I am trying to calculate $R^2$ (variance explained) for a set of data using GLMM's, and . Here's some dummy data.
set.seed(7127)
# Number sampled
n = 10000
# Average height
m = 180
leg = rnorm(n, 75, 5)
torso = rnorm(n, 75, 5)
head = rnorm(n, 30, 1)
df = data.frame(1:n, sample(leg, n, replace = T), sample(torso, n, replace = T), sample(head, n, replace = T))
df$height = rowSums(df[,2:4])
colnames(df) = c("person", "leg", "torso", "head", "height")

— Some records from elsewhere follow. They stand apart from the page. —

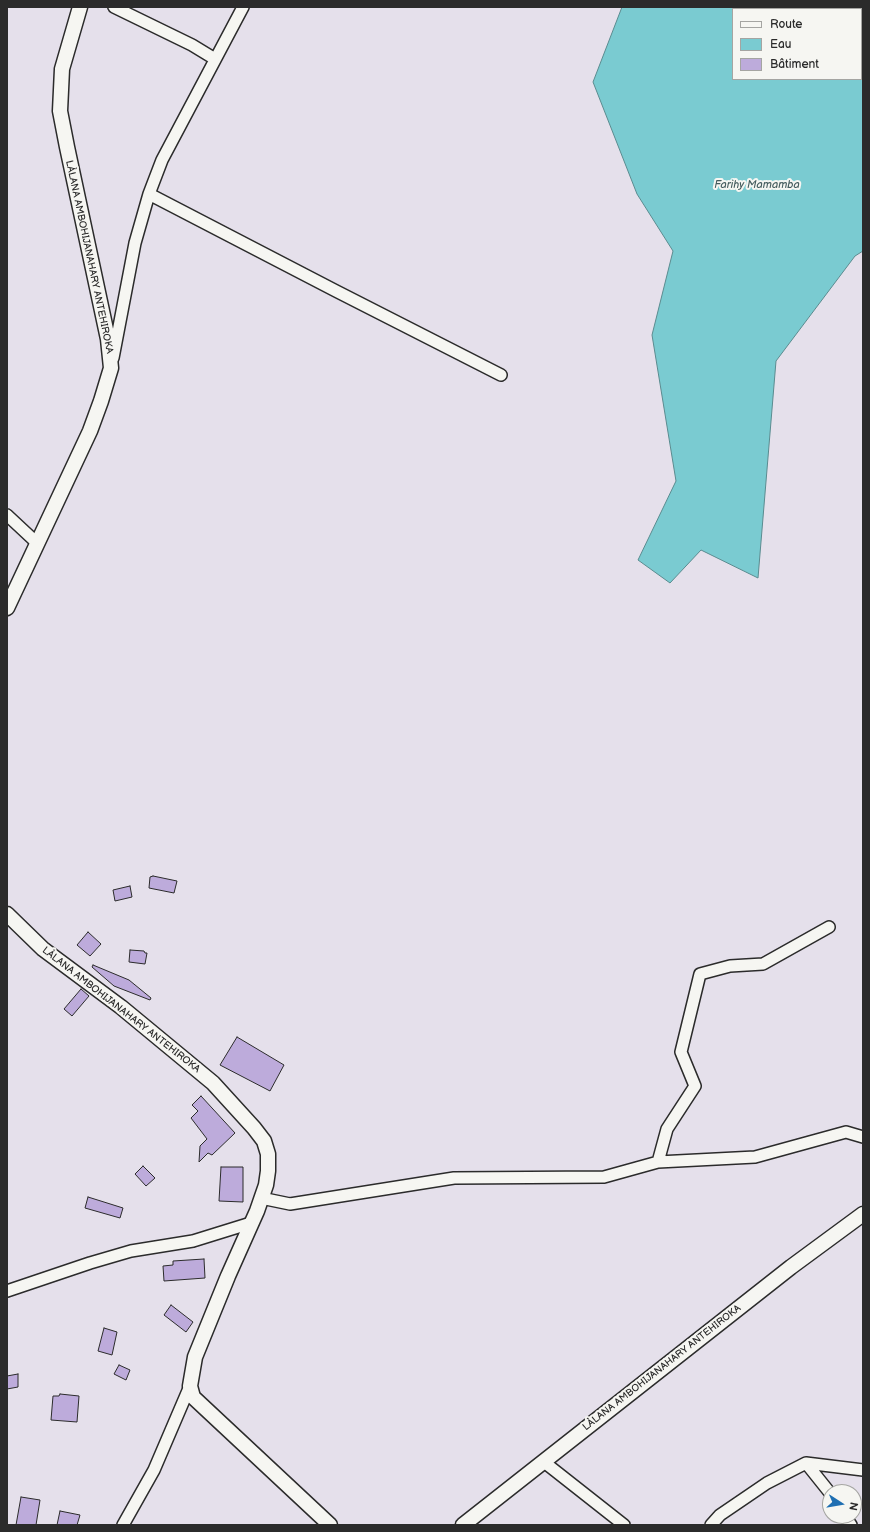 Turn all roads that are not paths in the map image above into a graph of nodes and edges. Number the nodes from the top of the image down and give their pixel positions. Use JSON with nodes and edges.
{"nodes":[{"id":1,"x":80,"y":7,"type":"edge"},
{"id":2,"x":114,"y":7,"type":"edge"},
{"id":3,"x":243,"y":7,"type":"edge"},
{"id":4,"x":215,"y":59,"type":"junction"},
{"id":5,"x":149,"y":194,"type":"junction"},
{"id":6,"x":111,"y":368,"type":"junction"},
{"id":7,"x":501,"y":375,"type":"dead end"},
{"id":8,"x":7,"y":515,"type":"edge"},
{"id":9,"x":37,"y":543,"type":"junction"},
{"id":10,"x":8,"y":603,"type":"edge"},
{"id":11,"x":7,"y":914,"type":"edge"},
{"id":12,"x":829,"y":926,"type":"dead end"},
{"id":13,"x":863,"y":1137,"type":"edge"},
{"id":14,"x":658,"y":1162,"type":"junction"},
{"id":15,"x":261,"y":1198,"type":"junction"},
{"id":16,"x":863,"y":1214,"type":"edge"},
{"id":17,"x":252,"y":1223,"type":"junction"},
{"id":18,"x":7,"y":1292,"type":"edge"},
{"id":19,"x":190,"y":1386,"type":"junction"},
{"id":20,"x":544,"y":1462,"type":"junction"},
{"id":21,"x":806,"y":1464,"type":"junction"},
{"id":22,"x":863,"y":1470,"type":"edge"},
{"id":23,"x":823,"y":1484,"type":"edge"},
{"id":24,"x":123,"y":1525,"type":"edge"},
{"id":25,"x":330,"y":1525,"type":"edge"},
{"id":26,"x":463,"y":1525,"type":"edge"},
{"id":27,"x":624,"y":1525,"type":"edge"},
{"id":28,"x":711,"y":1525,"type":"edge"}],
"edges":[{"from":1,"to":6,"type":"street","name":"LÀLANA AMBOHIJANAHARY ANTEHIROKA"},
{"from":2,"to":4,"type":"street"},
{"from":3,"to":4,"type":"street"},
{"from":4,"to":5,"type":"street"},
{"from":5,"to":6,"type":"street"},
{"from":5,"to":7,"type":"street"},
{"from":6,"to":9,"type":"street","name":"LÀLANA AMBOHIJANAHARY ANTEHIROKA"},
{"from":8,"to":9,"type":"street"},
{"from":9,"to":10,"type":"street","name":"LÀLANA AMBOHIJANAHARY ANTEHIROKA"},
{"from":11,"to":15,"type":"street","name":"LÀLANA AMBOHIJANAHARY ANTEHIROKA"},
{"from":12,"to":14,"type":"street"},
{"from":13,"to":14,"type":"street"},
{"from":14,"to":15,"type":"street"},
{"from":15,"to":17,"type":"street","name":"LÀLANA AMBOHIJANAHARY ANTEHIROKA"},
{"from":16,"to":20,"type":"street","name":"LÀLANA AMBOHIJANAHARY ANTEHIROKA"},
{"from":17,"to":18,"type":"street"},
{"from":17,"to":19,"type":"street","name":"LÀLANA AMBOHIJANAHARY ANTEHIROKA"},
{"from":19,"to":24,"type":"street"},
{"from":19,"to":25,"type":"street"},
{"from":20,"to":26,"type":"street","name":"LÀLANA AMBOHIJANAHARY ANTEHIROKA"},
{"from":20,"to":27,"type":"street"},
{"from":21,"to":22,"type":"street"},
{"from":21,"to":23,"type":"street"},
{"from":21,"to":28,"type":"street"}]}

This is height data for 1000 people, measured as three components of height (leg, torso, and head) which sum to give total height. I want to have an $R^2$ value for each of the three components, where $R^2$ is how much of the variance in height is explained by leg length, torso length, and head length individually.

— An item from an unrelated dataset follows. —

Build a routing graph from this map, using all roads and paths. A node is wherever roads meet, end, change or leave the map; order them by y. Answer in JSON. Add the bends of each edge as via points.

To do this I have made 3 models where each component is modelled as a fixed effect, with a random effect (randomly assigned the group 1 or 2, these could be analogous to sex [male or female]), as well as a random effects only model (order in code is null, leg, torso, head).
mod0 = lmer(df$height ~ 1 + (1|df$random))
mod0
modL = lmer(df$height ~ df$leg + (1|df$random))
modL
modT = lmer(df$height ~ df$torso + (1|df$random))
modT
modH = lmer(df$height ~ df$head + (1|df$random))
modH
Following the protocol of Nakagawa and Schielzeth (2013) I have tried to calculate Marginal and Conditional $R^2$ values for each component of height (order in code is leg, torso, head).
# Marginal R squares
VarFixedL = var(fixef(modL)[2]*getME(modL,"X")[,2])
R2M_L = VarFixedL / (VarFixedL + VarCorr(modL)$df[1] + attr(VarCorr(modL),"sc")^2)
R2M_L
VarFixedT = var(fixef(modT)[2]*getME(modT,"X")[,2])
R2M_T = VarFixedT / (VarFixedT + VarCorr(modT)$df[1] + attr(VarCorr(modT),"sc")^2)
R2M_T
VarFixedH = var(fixef(modH)[2]*getME(modH,"X")[,2])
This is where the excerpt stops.